India's ESOP Paperwork Problem
Kashish Sharma, CEO of EquityList on building Carta of India
This is a paperwork gap that can quietly turn an intended hiring incentive into an unenforceable promise. In practice, many Indian startups reserve shares for employees on the cap table before they finish the formal steps that make grants legally usable, which means there may be no approved plan document, no signed grant acceptance, and no clean record for audits, due diligence, or future buybacks. That gap is common enough that it became one of the first workflow problems equity software in India was built to fix.
-
A pool is just the bucket. The scheme is the rulebook. Indian ESOP issuance generally requires a formal scheme, board consent, and shareholder approval.

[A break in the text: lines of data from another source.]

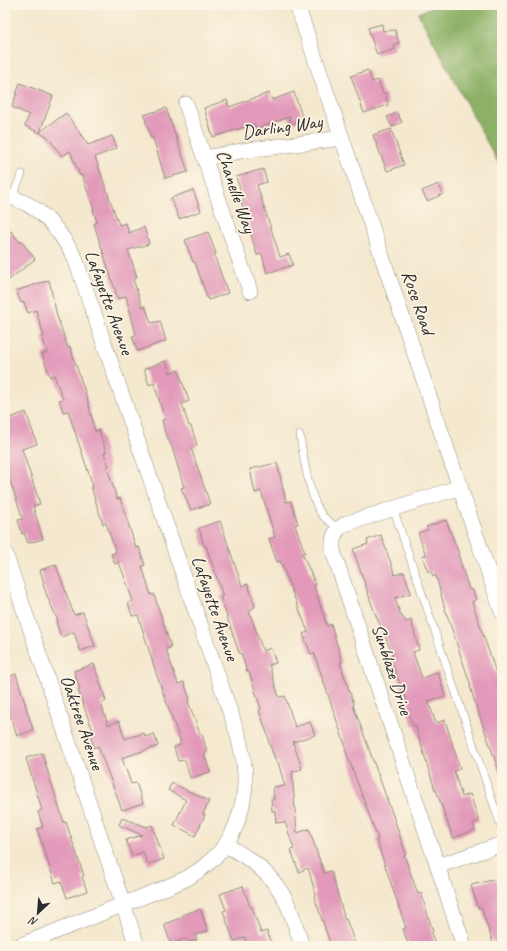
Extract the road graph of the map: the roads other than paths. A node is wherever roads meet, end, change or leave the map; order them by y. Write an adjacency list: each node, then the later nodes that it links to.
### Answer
1 (297, 5): 3 (street, Rose Road)
2 (186, 104): 4 (street, Chanelle Way)
3 (342, 138): 4 (street, Darling Way); 9 (street, Rose Road)
4 (204, 158): 7 (street, Chanelle Way)
5 (22, 174): 6 (lane)
6 (8, 196): 16 (street, Lafayette Avenue)
7 (250, 291)
8 (300, 435): 11 (lane)
9 (461, 487): 10 (street); 13 (street, Rose Road)
10 (393, 508): 11 (street); 14 (lane)
11 (339, 528): 17 (street, Sunblaze Drive)
12 (5, 552): 18 (street, Oaktree Avenue)
13 (502, 612)
14 (502, 829)
15 (502, 844): 17 (street)
16 (226, 845): 18 (street, Lafayette Avenue); 21 (street)
17 (438, 866): 22 (street, Sunblaze Drive)
18 (124, 905): 19 (street, Lafayette Avenue); 20 (street, Oaktree Avenue)
19 (19, 946)
20 (137, 946)
21 (302, 946)
22 (464, 946)

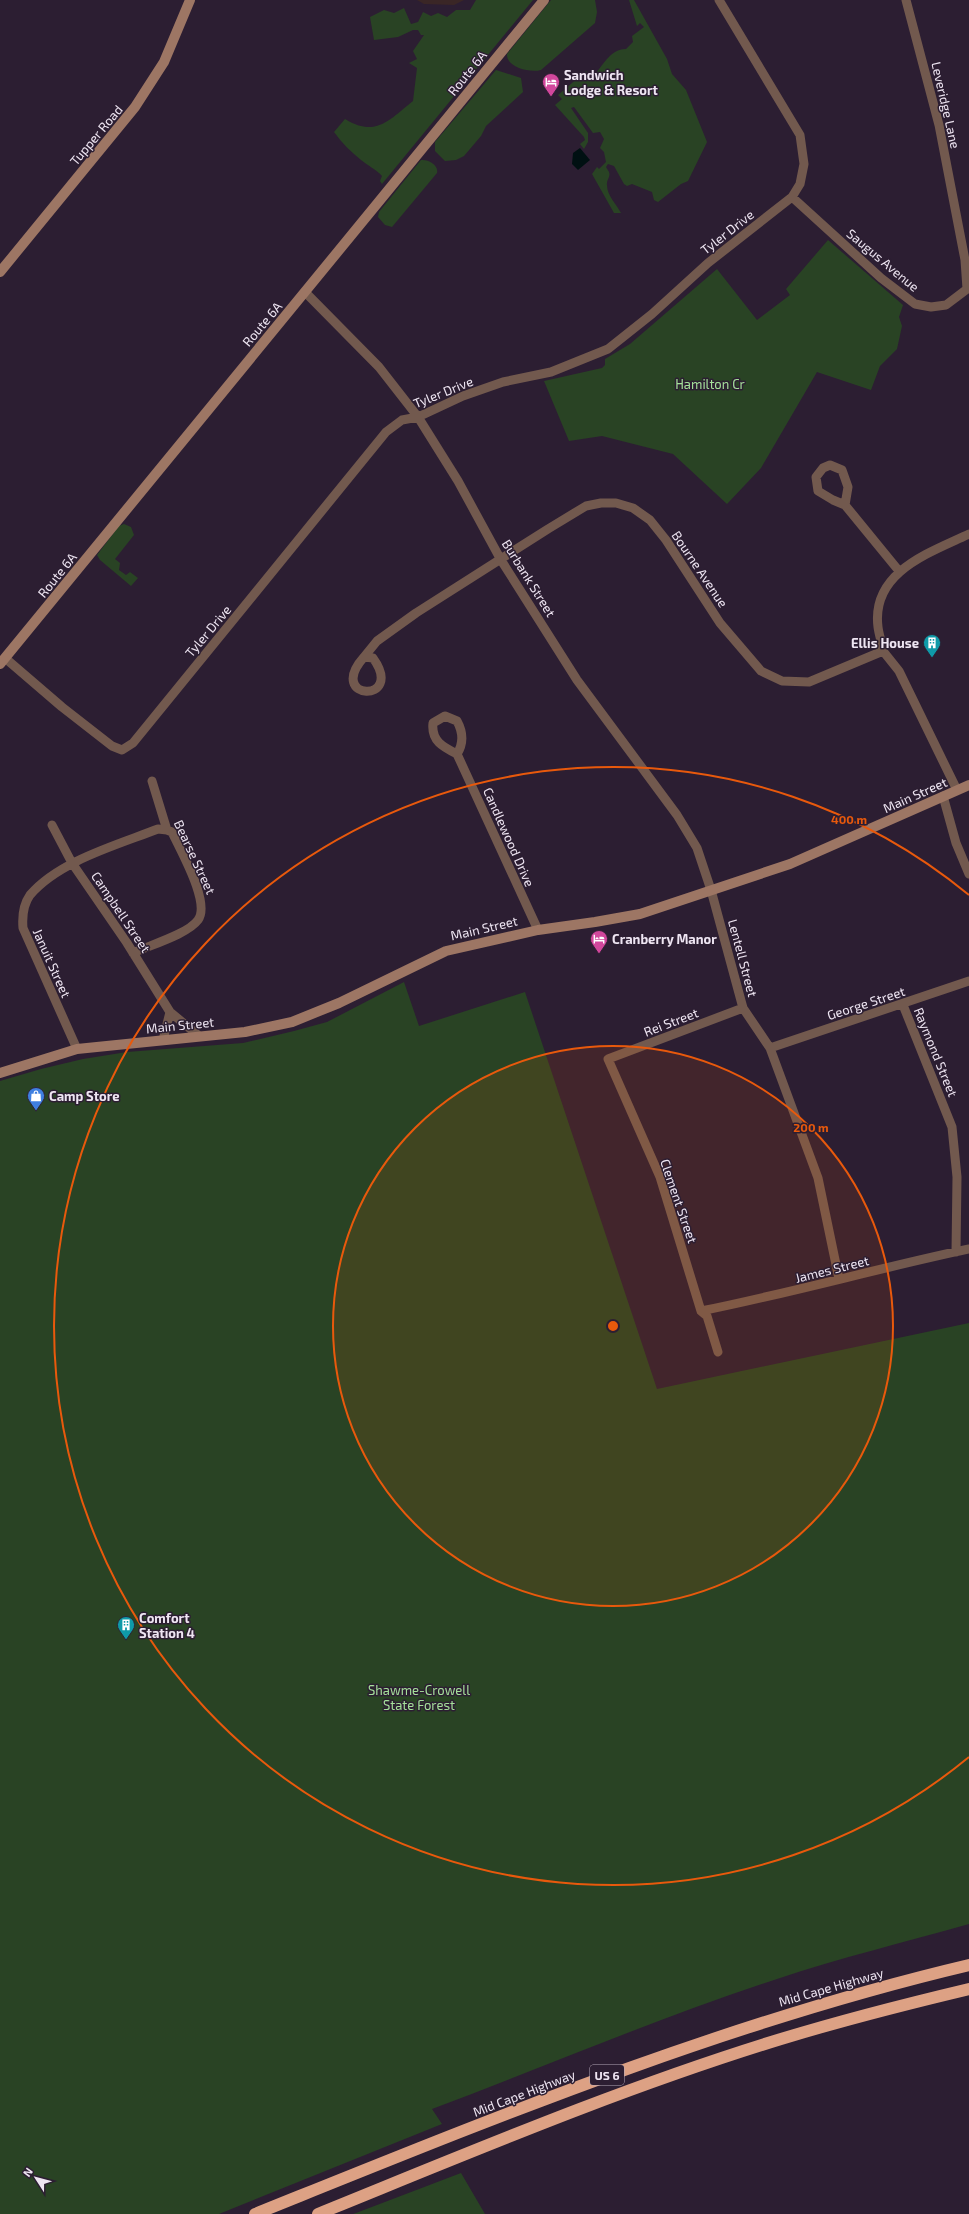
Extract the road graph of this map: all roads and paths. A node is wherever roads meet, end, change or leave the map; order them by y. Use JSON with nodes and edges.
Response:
{"nodes":[{"id":1,"x":190,"y":0,"type":"edge"},
{"id":2,"x":544,"y":0,"type":"edge"},
{"id":3,"x":719,"y":0,"type":"edge"},
{"id":4,"x":906,"y":0,"type":"edge"},
{"id":5,"x":792,"y":197,"type":"junction"},
{"id":6,"x":0,"y":272,"type":"edge"},
{"id":7,"x":967,"y":288,"type":"joint"},
{"id":8,"x":305,"y":292,"type":"junction"},
{"id":9,"x":418,"y":417,"type":"junction"},
{"id":10,"x":845,"y":505,"type":"junction"},
{"id":11,"x":969,"y":534,"type":"edge"},
{"id":12,"x":501,"y":560,"type":"junction"},
{"id":13,"x":899,"y":571,"type":"junction"},
{"id":14,"x":883,"y":651,"type":"junction"},
{"id":15,"x":364,"y":657,"type":"dead end"},
{"id":16,"x":3,"y":661,"type":"edge"},
{"id":17,"x":457,"y":754,"type":"dead end"},
{"id":18,"x":152,"y":781,"type":"dead end"},
{"id":19,"x":969,"y":785,"type":"edge"},
{"id":20,"x":957,"y":790,"type":"junction"},
{"id":21,"x":943,"y":796,"type":"junction"},
{"id":22,"x":52,"y":825,"type":"dead end"},
{"id":23,"x":167,"y":830,"type":"junction"},
{"id":24,"x":72,"y":863,"type":"junction"},
{"id":25,"x":969,"y":874,"type":"edge"},
{"id":26,"x":711,"y":890,"type":"junction"},
{"id":27,"x":538,"y":930,"type":"junction"},
{"id":28,"x":133,"y":953,"type":"junction"},
{"id":29,"x":969,"y":981,"type":"edge"},
{"id":30,"x":903,"y":1004,"type":"junction"},
{"id":31,"x":743,"y":1008,"type":"junction"},
{"id":32,"x":170,"y":1012,"type":"junction"},
{"id":33,"x":199,"y":1036,"type":"junction"},
{"id":34,"x":163,"y":1040,"type":"junction"},
{"id":35,"x":770,"y":1048,"type":"junction"},
{"id":36,"x":77,"y":1049,"type":"junction"},
{"id":37,"x":608,"y":1059,"type":"joint"},
{"id":38,"x":0,"y":1073,"type":"edge"},
{"id":39,"x":969,"y":1249,"type":"edge"},
{"id":40,"x":956,"y":1252,"type":"junction"},
{"id":41,"x":839,"y":1279,"type":"junction"},
{"id":42,"x":700,"y":1311,"type":"junction"},
{"id":43,"x":718,"y":1352,"type":"dead end"},
{"id":44,"x":969,"y":1965,"type":"edge"},
{"id":45,"x":969,"y":1989,"type":"edge"},
{"id":46,"x":255,"y":2214,"type":"edge"},
{"id":47,"x":318,"y":2214,"type":"edge"}],
"edges":[{"from":1,"to":6,"type":"main road","name":"Tupper Road"},
{"from":2,"to":8,"type":"main road","name":"Route 6A"},
{"from":3,"to":5,"type":"street","name":"Tyler Drive"},
{"from":4,"to":7,"type":"street","name":"Leveridge Lane"},
{"from":5,"to":7,"type":"street","name":"Saugus Avenue"},
{"from":5,"to":9,"type":"street","name":"Tyler Drive"},
{"from":8,"to":9,"type":"street","name":"Burbank Street"},
{"from":8,"to":16,"type":"main road","name":"Route 6A"},
{"from":9,"to":12,"type":"street","name":"Burbank Street"},
{"from":9,"to":16,"type":"street","name":"Tyler Drive"},
{"from":10,"to":10,"type":"street"},
{"from":10,"to":13,"type":"street"},
{"from":11,"to":13,"type":"street"},
{"from":12,"to":14,"type":"street","name":"Bourne Avenue"},
{"from":12,"to":15,"type":"street","name":"Bourne Avenue"},
{"from":12,"to":26,"type":"street","name":"Burbank Street"},
{"from":13,"to":14,"type":"street"},
{"from":14,"to":20,"type":"street"},
{"from":17,"to":27,"type":"street","name":"Candlewood Drive"},
{"from":18,"to":23,"type":"street","name":"Bearse Street"},
{"from":19,"to":20,"type":"main road","name":"Main Street"},
{"from":20,"to":21,"type":"main road","name":"Main Street"},
{"from":21,"to":25,"type":"street"},
{"from":21,"to":26,"type":"main road","name":"Main Street"},
{"from":22,"to":24,"type":"street","name":"Campbell Street"},
{"from":23,"to":24,"type":"street","name":"Januit Street"},
{"from":23,"to":28,"type":"street","name":"Bearse Street"},
{"from":24,"to":28,"type":"street","name":"Campbell Street"},
{"from":24,"to":36,"type":"street","name":"Januit Street"},
{"from":26,"to":27,"type":"main road","name":"Main Street"},
{"from":26,"to":31,"type":"street","name":"Lentell Street"},
{"from":27,"to":33,"type":"main road","name":"Main Street"},
{"from":28,"to":32,"type":"street","name":"Campbell Street"},
{"from":29,"to":30,"type":"street","name":"George Street"},
{"from":30,"to":35,"type":"street","name":"George Street"},
{"from":30,"to":40,"type":"street","name":"Raymond Street"},
{"from":31,"to":35,"type":"street","name":"Lentell Street"},
{"from":31,"to":37,"type":"street","name":"Rei Street"},
{"from":32,"to":33,"type":"street","name":"Campbell Street"},
{"from":32,"to":34,"type":"street"},
{"from":33,"to":34,"type":"main road","name":"Main Street"},
{"from":34,"to":36,"type":"main road","name":"Main Street"},
{"from":35,"to":41,"type":"street","name":"Lentell Street"},
{"from":36,"to":38,"type":"main road","name":"Main Street"},
{"from":37,"to":42,"type":"street","name":"Clement Street"},
{"from":39,"to":40,"type":"street","name":"James Street"},
{"from":40,"to":41,"type":"street","name":"James Street"},
{"from":41,"to":42,"type":"street","name":"James Street"},
{"from":42,"to":43,"type":"street","name":"Clement Street"},
{"from":44,"to":46,"type":"highway","name":"Mid Cape Highway","number":"US 6"},
{"from":45,"to":47,"type":"highway","number":"US 6"}]}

Without that structure, the company may know how much equity it wants to give employees, but not have the approvals and documents needed to actually issue it cleanly.
-
This shows how immature the market still was. EquityList described even Series A and later companies, including ones with top global VCs on the board, as having verbal or email based ESOP commitments instead of signed grants. That is less a financing problem than an operating problem inside HR, finance, and legal.
-
The contrast with more developed markets is where the strategic meaning sits. In the U.S., platforms like Carta expanded from cap tables into valuations and secondary liquidity after stock plans became standard. In India, the first job was simpler, helping companies create the plan itself, collect signatures, file documents, and make options understandable to employees.
The next phase is that ESOP administration in India becomes standardized infrastructure rather than founder side work. As more investors push portfolio companies to formalize grants earlier, the winning products will move from storing cap tables to generating schemes, routing approvals, collecting employee acceptances, and eventually powering buybacks and secondary liquidity on top of that clean record.